San Francisco Peaks - History

History

In 1629, one hundred and forty seven years before San Francisco, California, received that name, Spanish friars founded a mission at a Hopi Indian village in honor of St. Francis, sixty five miles from the Peaks. 17th century Franciscans at Oraibi village gave the name San Francisco to the peaks to honor St. Francis of Assisi, the founder of their order. The mountain man Antoine Leroux visited the San Francisco Peaks in the mid-1850s, and guided several American expeditions exploring and surveying northern Arizona. Leroux guided them to the only reliable spring, one on the western side of the Peaks, which was later named Leroux Springs.

Around 1877, John Willard Young, a son of the Mormon leader Brigham Young, claimed the area around Leroux Springs, and he built Fort Moroni, a log stockade, to house railroad tie-cutters for the Atlantic & Pacific Railroad, which was then being built across northern Arizona.

In 1898, U.S. President William McKinley established the San Francisco Mountain Forest Reserve, at the request of Gifford Pinchot, the head of the U.S. Division of Forestry. The local reaction was hostile—citizens of Williams, Arizona, held a significant protest, and the Williams News editorialized that the reserve "virtually destroys Coconino County." In 1908, the San Francisco Mountain Forest Reserve became a part of the new Coconino National Forest.

In 2002, Arizona Snowbowl, the ski resort on the peaks, proposed a plan to expand and begin snowmaking using reclaimed water made of treated sewage effluent.
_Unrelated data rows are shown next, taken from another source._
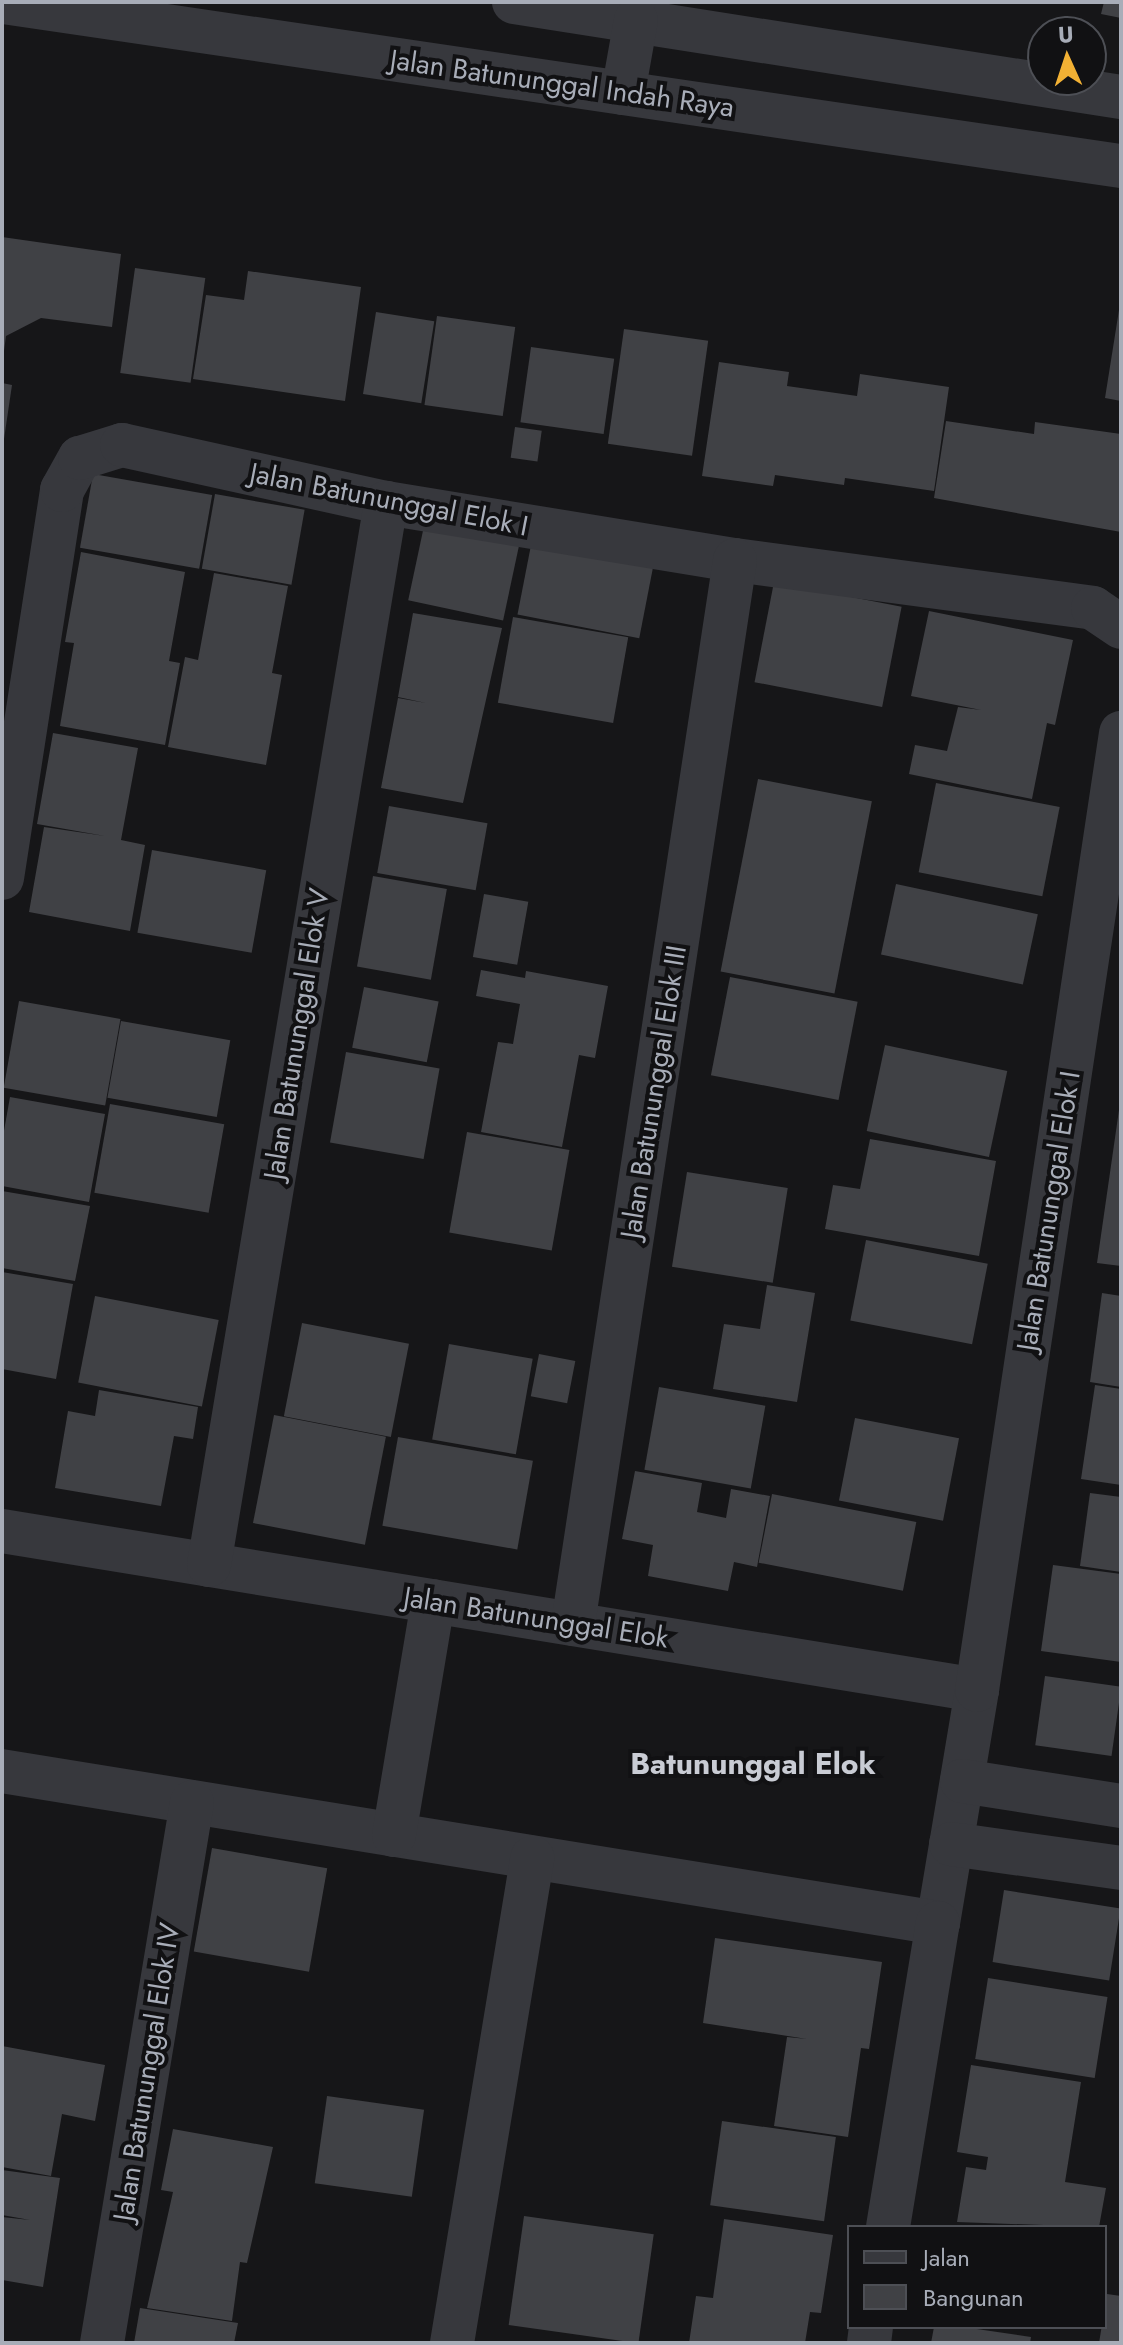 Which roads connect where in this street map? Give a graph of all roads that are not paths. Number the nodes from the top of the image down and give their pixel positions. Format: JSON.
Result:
{"nodes":[{"id":1,"x":3,"y":2,"type":"edge"},
{"id":2,"x":514,"y":2,"type":"edge"},
{"id":3,"x":636,"y":20,"type":"junction"},
{"id":4,"x":623,"y":93,"type":"junction"},
{"id":5,"x":1121,"y":97,"type":"edge"},
{"id":6,"x":1121,"y":166,"type":"edge"},
{"id":7,"x":386,"y":503,"type":"junction"},
{"id":8,"x":735,"y":560,"type":"junction"},
{"id":9,"x":1121,"y":627,"type":"edge"},
{"id":10,"x":1121,"y":733,"type":"edge"},
{"id":11,"x":2,"y":878,"type":"edge"},
{"id":12,"x":2,"y":1531,"type":"edge"},
{"id":13,"x":209,"y":1565,"type":"junction"},
{"id":14,"x":433,"y":1601,"type":"junction"},
{"id":15,"x":573,"y":1624,"type":"junction"},
{"id":16,"x":977,"y":1690,"type":"junction"},
{"id":17,"x":2,"y":1771,"type":"edge"},
{"id":18,"x":962,"y":1781,"type":"junction"},
{"id":19,"x":192,"y":1802,"type":"junction"},
{"id":20,"x":1121,"y":1806,"type":"edge"},
{"id":21,"x":394,"y":1835,"type":"junction"},
{"id":22,"x":951,"y":1844,"type":"junction"},
{"id":23,"x":532,"y":1858,"type":"junction"},
{"id":24,"x":1121,"y":1868,"type":"edge"},
{"id":25,"x":938,"y":1923,"type":"junction"},
{"id":26,"x":888,"y":2225,"type":"edge"},
{"id":27,"x":102,"y":2343,"type":"edge"},
{"id":28,"x":452,"y":2343,"type":"edge"}],
"edges":[{"from":1,"to":4,"type":"street","name":"Jalan Batununggal Indah Raya"},
{"from":2,"to":3,"type":"street"},
{"from":3,"to":4,"type":"street"},
{"from":3,"to":5,"type":"street"},
{"from":4,"to":6,"type":"street","name":"Jalan Batununggal Indah Raya"},
{"from":7,"to":8,"type":"street","name":"Jalan Batununggal Elok I"},
{"from":7,"to":11,"type":"street","name":"Jalan Batununggal Elok I"},
{"from":7,"to":13,"type":"street","name":"Jalan Batununggal Elok V"},
{"from":8,"to":9,"type":"street","name":"Jalan Batununggal Elok I"},
{"from":8,"to":15,"type":"street","name":"Jalan Batununggal Elok III"},
{"from":10,"to":16,"type":"street","name":"Jalan Batununggal Elok I"},
{"from":12,"to":13,"type":"street","name":"Jalan Batununggal Elok"},
{"from":13,"to":14,"type":"street","name":"Jalan Batununggal Elok"},
{"from":14,"to":15,"type":"street","name":"Jalan Batununggal Elok"},
{"from":14,"to":21,"type":"street"},
{"from":15,"to":16,"type":"street","name":"Jalan Batununggal Elok"},
{"from":16,"to":18,"type":"street"},
{"from":17,"to":19,"type":"street"},
{"from":18,"to":20,"type":"street"},
{"from":18,"to":22,"type":"street"},
{"from":19,"to":21,"type":"street"},
{"from":19,"to":27,"type":"street","name":"Jalan Batununggal Elok IV"},
{"from":21,"to":23,"type":"street"},
{"from":22,"to":24,"type":"street"},
{"from":22,"to":25,"type":"street"},
{"from":23,"to":25,"type":"street"},
{"from":23,"to":28,"type":"street"},
{"from":25,"to":26,"type":"street"}]}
A coalition of Indian tribes and environmental groups sued the Coconino National Forest, which leases the land to the ski resort, in an attempt to stop this proposed expansion, citing serious impacts to cultural practitioners, public health risks, and environmental concerns.

In 2011, construction began on a wastewater pipeline to the Peaks. In response, there has been an ongoing series of protest actions including demonstrations, encampments, and multiple lockdowns in which protesters have locked themselves to construction equipment. Notable protesters include Navajo musician Klee Benally, singer/guitarist for the punk rock band Blackfire, who has been arrested twice since protests began.